Hay un país allá en el Asia lejana que tiene más de un problema de identidad nacional. Es una tierra antigua pero también un territorio de paso, de los que son circulados, siglo adentro y siglo afuera, por imperios y migraciones. Se llamó Birmania y hoy le dicen Burma o, a seguir el nombre que le impuso su tenebrosa dictadura, Myanmar. La batalla y las dudas por la identidad llegan a los ladrillos y le dan un sentido afilado al tema del patrimonio.

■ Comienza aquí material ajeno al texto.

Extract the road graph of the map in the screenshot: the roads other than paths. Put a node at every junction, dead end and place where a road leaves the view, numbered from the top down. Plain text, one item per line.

La capital de Burma fue hasta hace muy poco la vieja Rangún, que los británicos construyeron como el gran puerto de la región, lo más importante entre su India y su Hong Kong. Era parte de la cadena comercial del Imperio y un pito catalán a los franceses, que habían perdido su India –Pondicherry y la costa Malabar– en la guerra de los Siete Años, y se tenían que conformar con Indochina. El Rangún británico fue rico en serio y duró su buen medio siglo, con lo que fue construido entre el estilo victoriano tropical, de amplias galerías, y el Luytens de final de fiesta, con mucha instalación eduardiana.
Esta ciudad de revoques blancos y azules, de muros de ladrillo bien tomado, de columnatas y cúpulas está colapsando. El trópico no es gentil con la arquitectura, como bien saben quienes luchan por mantener la Opera de Manaos, pero la verdadera razón fue el completo descaso a los edificios. Desde la independencia, Rangún se fue desmigajando sin mantenimiento, con escasas iniciativas constructivas —y éstas de ese modernismo tercermundista falluto— y sin inversiones.

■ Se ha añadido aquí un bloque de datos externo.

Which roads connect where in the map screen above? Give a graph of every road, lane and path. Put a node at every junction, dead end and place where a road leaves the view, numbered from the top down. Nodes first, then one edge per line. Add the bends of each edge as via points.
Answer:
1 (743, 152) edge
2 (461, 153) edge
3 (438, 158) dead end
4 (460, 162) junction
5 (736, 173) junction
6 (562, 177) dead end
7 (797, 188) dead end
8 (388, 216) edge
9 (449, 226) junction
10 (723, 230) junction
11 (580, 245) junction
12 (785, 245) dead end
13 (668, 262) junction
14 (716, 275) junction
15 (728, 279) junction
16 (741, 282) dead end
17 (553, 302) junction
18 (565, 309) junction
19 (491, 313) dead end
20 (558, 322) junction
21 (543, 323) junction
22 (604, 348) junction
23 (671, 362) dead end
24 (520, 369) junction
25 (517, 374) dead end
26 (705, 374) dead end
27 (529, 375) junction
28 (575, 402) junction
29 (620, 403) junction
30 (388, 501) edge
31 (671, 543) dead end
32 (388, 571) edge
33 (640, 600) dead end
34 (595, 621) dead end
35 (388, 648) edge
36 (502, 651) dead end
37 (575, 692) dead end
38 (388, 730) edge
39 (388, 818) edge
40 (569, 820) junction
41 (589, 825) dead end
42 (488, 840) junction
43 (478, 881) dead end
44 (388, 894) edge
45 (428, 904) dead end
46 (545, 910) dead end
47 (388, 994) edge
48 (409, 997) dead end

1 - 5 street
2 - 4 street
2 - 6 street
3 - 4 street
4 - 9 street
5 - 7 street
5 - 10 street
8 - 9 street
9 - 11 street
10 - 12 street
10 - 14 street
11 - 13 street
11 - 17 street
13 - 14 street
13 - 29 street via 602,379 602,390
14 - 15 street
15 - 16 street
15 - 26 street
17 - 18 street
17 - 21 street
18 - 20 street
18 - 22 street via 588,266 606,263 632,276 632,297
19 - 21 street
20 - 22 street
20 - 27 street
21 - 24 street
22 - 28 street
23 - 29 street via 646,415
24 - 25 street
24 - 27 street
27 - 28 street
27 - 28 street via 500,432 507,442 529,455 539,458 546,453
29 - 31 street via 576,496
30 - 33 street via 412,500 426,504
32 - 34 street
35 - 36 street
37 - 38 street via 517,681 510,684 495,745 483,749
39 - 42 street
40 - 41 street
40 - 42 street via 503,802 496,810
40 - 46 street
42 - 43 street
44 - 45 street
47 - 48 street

El régimen militar, que este año cumple medio siglo en el poder, se mudó en 2005 a la nueva capital de Naypyidaw, una versión medio estalinista y muy fea de Brasilia. La mudanza aceleró la decadencia de Rangún, que se encuentra ahora acosada por una tercera plaga: llegaron los chinos a construir, con lo que las demoliciones incontroladas son diarias. Los edificios tradicionales son reemplazados por torres de ínfima catadura y la ciudad se está por perder.

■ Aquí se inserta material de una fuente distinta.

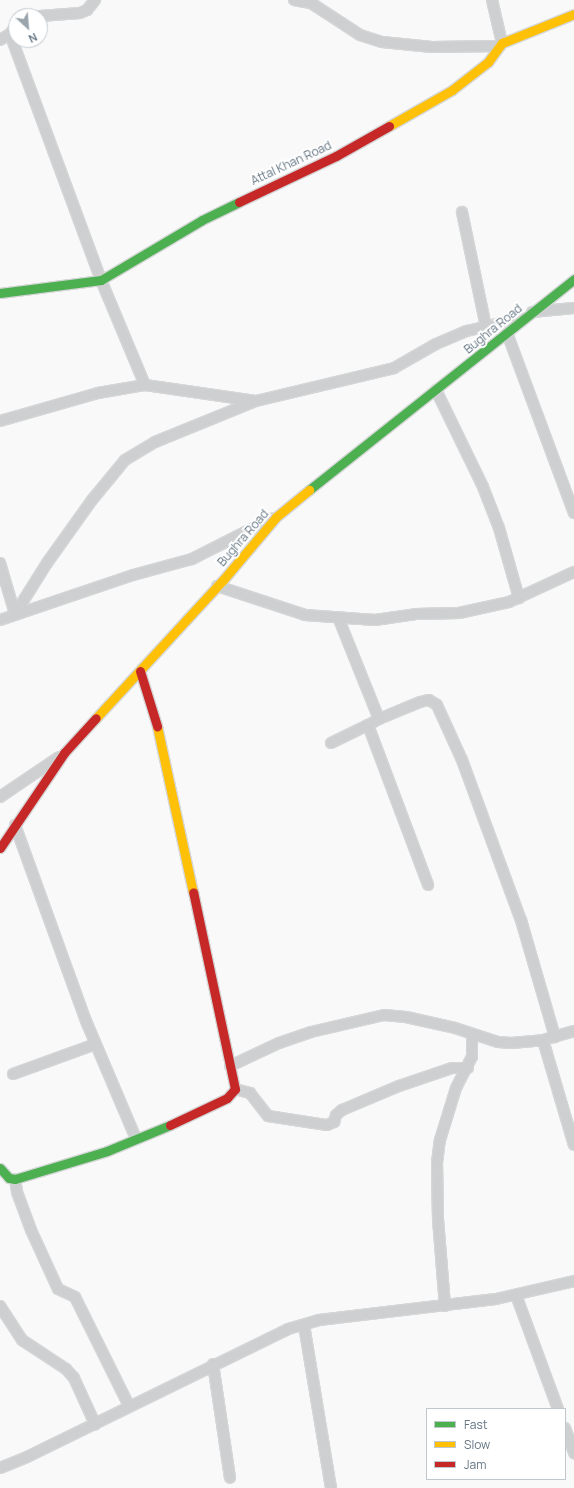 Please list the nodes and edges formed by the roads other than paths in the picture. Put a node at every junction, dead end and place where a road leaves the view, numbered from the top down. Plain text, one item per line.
1 (95, 0) edge
2 (294, 0) edge
3 (492, 0) edge
4 (574, 14) edge
5 (48, 15) edge
6 (8, 34) edge
7 (0, 40) edge
8 (501, 45) junction
9 (19, 48) edge
10 (462, 212) dead end
11 (574, 279) edge
12 (101, 280) junction
13 (0, 293) edge
14 (574, 308) edge
15 (529, 315) junction
16 (486, 327) junction
17 (507, 333) junction
18 (144, 384) junction
19 (436, 390) junction
20 (256, 401) junction
21 (0, 421) edge
22 (574, 513) edge
23 (276, 517) junction
24 (0, 563) edge
25 (574, 572) edge
26 (217, 586) junction
27 (519, 598) junction
28 (15, 614) junction
29 (338, 618) junction
30 (0, 620) edge
31 (140, 671) junction
32 (379, 720) junction
33 (368, 725) junction
34 (331, 743) dead end
35 (64, 753) junction
36 (0, 797) edge
37 (15, 825) junction
38 (0, 848) edge
39 (428, 886) dead end
40 (574, 1031) edge
41 (472, 1036) junction
42 (555, 1037) junction
43 (543, 1040) junction
44 (96, 1044) junction
45 (230, 1066) junction
46 (468, 1068) junction
47 (13, 1074) dead end
48 (235, 1090) junction
49 (136, 1140) junction
50 (574, 1146) edge
51 (0, 1168) edge
52 (15, 1179) junction
53 (574, 1281) edge
54 (516, 1295) junction
55 (0, 1306) edge
56 (445, 1306) junction
57 (304, 1325) junction
58 (213, 1364) junction
59 (129, 1406) junction
60 (558, 1408) edge
61 (95, 1424) junction
62 (566, 1431) edge
63 (574, 1453) edge
64 (0, 1468) edge
65 (230, 1478) dead end
66 (331, 1488) edge

1 - 5 street
2 - 8 street
3 - 8 street
4 - 8 street, Attal Khan Road
6 - 7 street
8 - 12 street, Attal Khan Road
9 - 12 street
10 - 16 street
11 - 15 street, Bughra Road
12 - 13 street, Attal Khan Road
12 - 18 street
14 - 15 street
15 - 16 street
15 - 17 street, Bughra Road
16 - 20 street
17 - 19 street, Bughra Road
17 - 22 street
18 - 20 street
18 - 21 street
19 - 23 street, Bughra Road
19 - 27 street
20 - 28 street
23 - 26 street, Bughra Road
23 - 28 street
24 - 28 street
25 - 27 street
26 - 29 street
26 - 31 street, Bughra Road
27 - 29 street
28 - 30 street
29 - 32 street
31 - 35 street, Bughra Road
31 - 45 street
32 - 33 street
32 - 42 street
33 - 34 street
33 - 39 street
35 - 36 street
35 - 37 street, Bughra Road
37 - 38 street, Bughra Road
37 - 44 street
40 - 42 street
41 - 43 street
41 - 45 street
41 - 46 street
42 - 43 street
43 - 50 street
44 - 47 street
44 - 49 street
45 - 48 street
46 - 48 street
46 - 56 street
48 - 49 street
49 - 52 street
51 - 52 street
52 - 59 street
53 - 54 street
54 - 56 street
54 - 60 street
55 - 61 street
56 - 57 street
57 - 58 street
57 - 66 street
58 - 59 street
58 - 65 street
59 - 61 street
61 - 64 street
62 - 63 street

Este fenómeno no tiene ton ni son y ni siquiera elige sus víctimas entre los ya muchos edificios que no tienen reparación posible. Como en Buenos Aires, pero más, lo que cae lo hace al azar, por la inversión del momento, lo que se puede desalojar a cachiporra o lo que se le antoja al inversor que es negocio. Y el patrimonio que se pierde puede transformar una ciudad con fuerte personalidad en un no-lugar.
Rangún tiene un Harrods propio, la tienda Rowe & Co, que ahora anda tapiada y con su hermoso alero de hierros tallados cubriendo una Salada de vendedores callejeros. También está el viejo edificio de gobierno, el Secretariado, con su torre de ladrillos y sus jardines, ahora cerrados con alambradas y usados como cuarteles de policía. A pocos cuadras está la verdadera central de policías, con una gran columnata de piedra de la que hoy cuelgan uniformes puestos a secar. En el barrio de las embajadas sigue airosa la Residencia del Gobernador, hoy un hotel medio cachuzo pero con un jardín incomparable.
Pero el alma de la ciudad vieja son los cientos de casas de ladrillo y teca, con aires de suburbio de Manchester o de plantación selvática, a veces con jardines formidables, como el del Pegu Club. El club está cerrado hace años y sus pisos están cubiertos de polvo y suciedad, pero con pintura y cableados nuevos volvería a ser un lugar digno de ver.
Que tal cosa ocurre depende de cambios políticos difíciles de prever. Al régimen militar no le importa el patrimonio y desconfía del tema de la identidad nacional, que considera resuelto con su esdrújula filosofía de “autoconfianza” y aislamiento estricto del mundo. En Rangún hay 195 edificios catalogados, la mayoría precoloniales y templos budistas. La antigüedad de una casa particular o de un inmueble comercial parecen jugar en contra, tanto que los preservacionistas roban o tapan las placas originales donde una vez se inscribió orgullosamente el año de inauguración: parece que los inversores las buscan para ubicar qué comprar más barato.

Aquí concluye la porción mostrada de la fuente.